Thursday, October 23, 2008

Which church?

When a newly married couple walks down the aisle and heads out of church for their honeymoon, one unresolved question often lingers: “Are we going back to the same church after the honeymoon?”

If he went to Church A and she went to Church B before the wedding, where do they go afterward?

Michael and Shari weren’t sure.

Michael grew up in the Catholic church. Shari attended a couple of different denominational churches over the years. After their wedding, Michael and Shari bounced back and forth between their two churches, couldn’t decide which one to call home, and eventually stopped going altogether.

Things changed after their first child was born.

“I can remember it to this day,” says Shari. “It was a Sunday morning. Our son was a baby and I just felt God calling me to go. So I told Mike, ‘We need to go to church,’ and he said okay.”

Many factors conspired against Mike and Shari finding a common church home, but “We prayed it out and worked on it…together,” she says. They’re now active members of a Free Methodist Church.

There’s no one right way to answer the “which church?” question.

For Jon and Linda, the answer has changed over the years. Right now, Jon and Linda and their three children attend her church on Sunday mornings. That way, the whole family can worship together. But on Saturday evenings, Jon often attends his church. It’s the best of both worlds, Jon says.

If you or your spouse have had a bad church experience in the past, you’re not alone.

Approximately 31 million Americans say they are Christians and have made a faith commitment to Jesus Christ, and say that commitment is still important to them, but they have struggled with faith or relational issues and quit going to church.

Typical reasons for a bad church experience:

A. Individuals feel like they didn’t “fit in” at the church they attended.
B. They felt confused or overwhelmed by church expectations.
C. They felt rejected, humiliated, or hurt by someone in church.
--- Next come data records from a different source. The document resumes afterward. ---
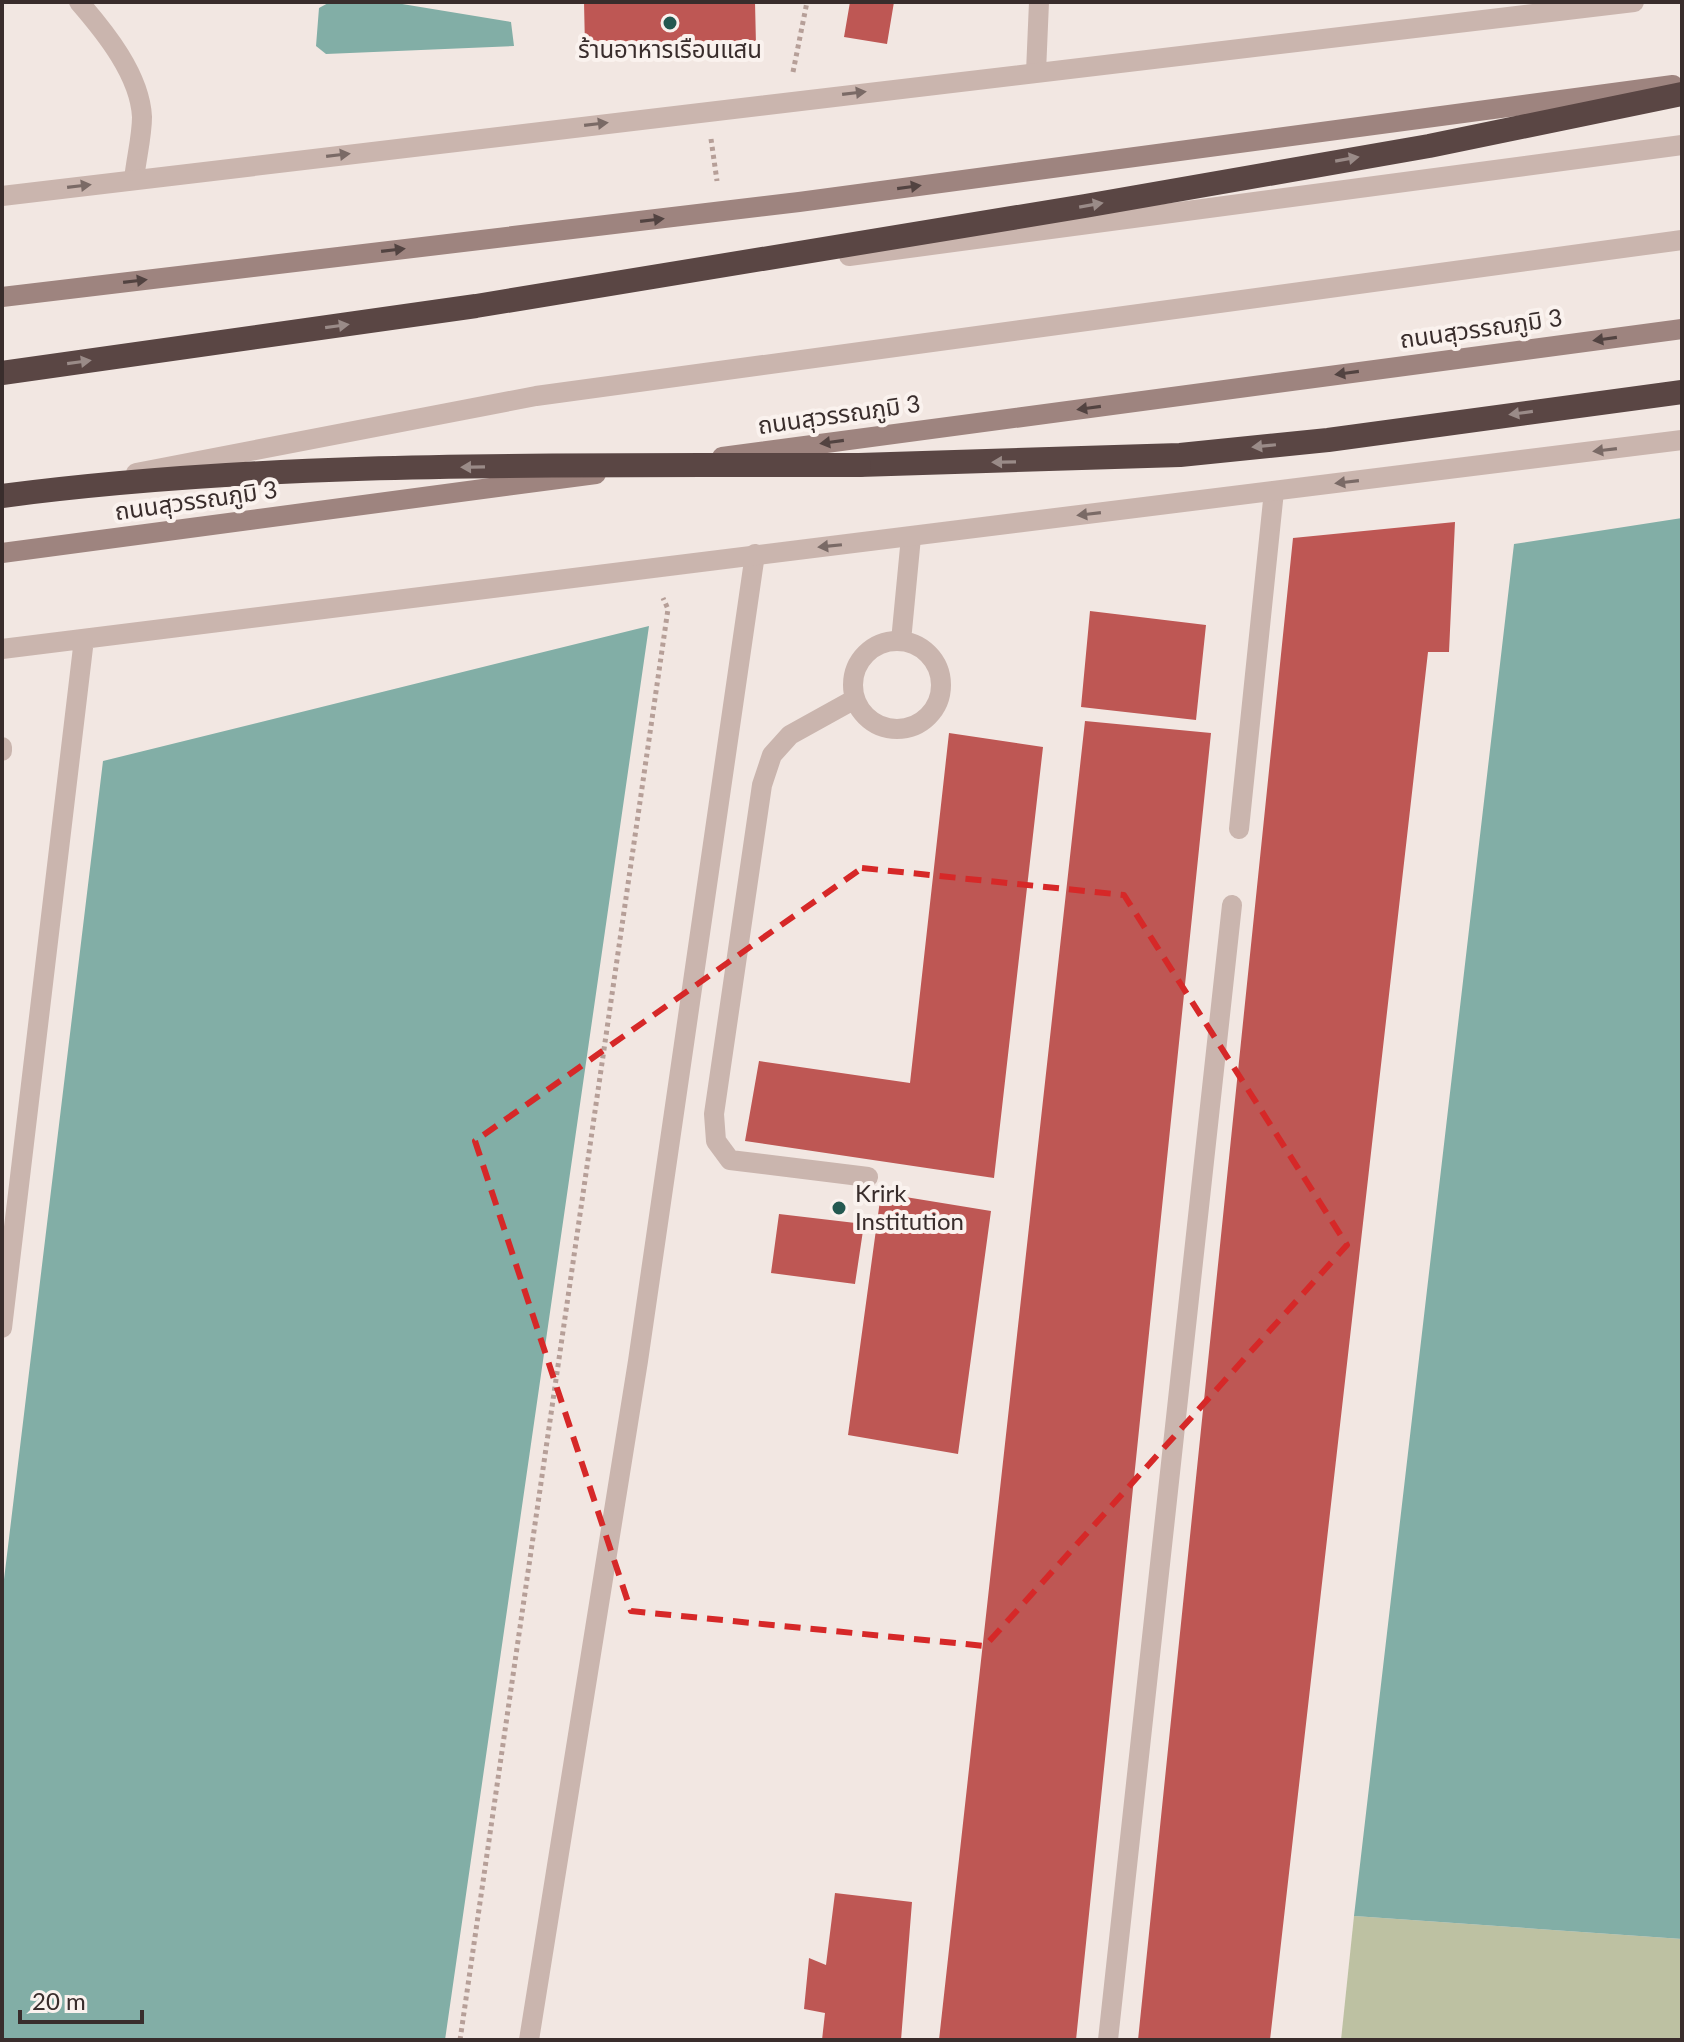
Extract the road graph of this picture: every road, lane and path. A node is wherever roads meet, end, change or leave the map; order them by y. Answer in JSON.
{"nodes":[{"id":1,"x":79,"y":2,"type":"edge"},
{"id":2,"x":807,"y":2,"type":"edge"},
{"id":3,"x":1039,"y":2,"type":"edge"},
{"id":4,"x":1634,"y":2,"type":"edge"},
{"id":5,"x":1036,"y":72,"type":"junction"},
{"id":6,"x":1682,"y":84,"type":"edge"},
{"id":7,"x":1682,"y":94,"type":"edge"},
{"id":8,"x":787,"y":101,"type":"junction"},
{"id":9,"x":707,"y":111,"type":"junction"},
{"id":10,"x":1682,"y":145,"type":"edge"},
{"id":11,"x":134,"y":180,"type":"junction"},
{"id":12,"x":2,"y":196,"type":"edge"},
{"id":13,"x":722,"y":212,"type":"junction"},
{"id":14,"x":1682,"y":240,"type":"edge"},
{"id":15,"x":2,"y":297,"type":"edge"},
{"id":16,"x":476,"y":306,"type":"junction"},
{"id":17,"x":1682,"y":329,"type":"edge"},
{"id":18,"x":2,"y":373,"type":"edge"},
{"id":19,"x":1682,"y":392,"type":"edge"},
{"id":20,"x":1682,"y":440,"type":"edge"},
{"id":21,"x":40,"y":491,"type":"junction"},
{"id":22,"x":1274,"y":491,"type":"junction"},
{"id":23,"x":2,"y":496,"type":"edge"},
{"id":24,"x":911,"y":537,"type":"junction"},
{"id":25,"x":2,"y":553,"type":"edge"},
{"id":26,"x":755,"y":554,"type":"junction"},
{"id":27,"x":649,"y":568,"type":"junction"},
{"id":28,"x":84,"y":639,"type":"junction"},
{"id":29,"x":901,"y":641,"type":"junction"},
{"id":30,"x":2,"y":649,"type":"edge"},
{"id":31,"x":855,"y":699,"type":"junction"},
{"id":32,"x":1239,"y":829,"type":"dead end"},
{"id":33,"x":1232,"y":905,"type":"dead end"},
{"id":34,"x":868,"y":1177,"type":"dead end"},
{"id":35,"x":2,"y":1328,"type":"edge"},
{"id":36,"x":460,"y":2040,"type":"edge"},
{"id":37,"x":529,"y":2040,"type":"edge"},
{"id":38,"x":1108,"y":2040,"type":"edge"}],
"edges":[{"from":1,"to":11,"type":"street"},
{"from":2,"to":8,"type":"path"},
{"from":3,"to":5,"type":"street"},
{"from":4,"to":5,"type":"street"},
{"from":8,"to":5,"type":"street","one_way":true},
{"from":13,"to":6,"type":"main road","one_way":true},
{"from":16,"to":7,"type":"highway","one_way":true},
{"from":8,"to":9,"type":"street"},
{"from":11,"to":9,"type":"street","one_way":true},
{"from":9,"to":13,"type":"path"},
{"from":10,"to":16,"type":"street"},
{"from":12,"to":11,"type":"street","one_way":true},
{"from":15,"to":13,"type":"main road","one_way":true},
{"from":14,"to":21,"type":"street","bridge":true},
{"from":18,"to":16,"type":"highway","one_way":true},
{"from":17,"to":25,"type":"main road","name":"ถนนสุวรรณภูมิ 3","one_way":true},
{"from":19,"to":21,"type":"highway","one_way":true,"bridge":true},
{"from":20,"to":22,"type":"street","one_way":true},
{"from":21,"to":23,"type":"highway","bridge":true},
{"from":22,"to":24,"type":"street","one_way":true},
{"from":22,"to":32,"type":"street"},
{"from":24,"to":26,"type":"street","one_way":true},
{"from":24,"to":29,"type":"street"},
{"from":26,"to":27,"type":"street"},
{"from":26,"to":37,"type":"street"},
{"from":27,"to":28,"type":"street"},
{"from":27,"to":36,"type":"path"},
{"from":28,"to":30,"type":"street"},
{"from":28,"to":35,"type":"street"},
{"from":29,"to":31,"type":"street"},
{"from":29,"to":31,"type":"street"},
{"from":31,"to":34,"type":"street"},
{"from":33,"to":38,"type":"street"}]}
Don’t forget—the apostles of Jesus Christ had some bad church experiences, too. The apostle Paul was maligned by several imposters who infiltrated churches he had started. Even in his old age, the beloved apostle John reported that certain people were “gossiping maliciously about us” (3 John 10 NIV).

Thankfully, the U.S. is blessed with lots of churches—more than 315,000 at last count. If you have had a couple of bad church experiences, it’s not time to write off every church.

The bottom line: you and your family may want to explore several options until you find what seems best for you.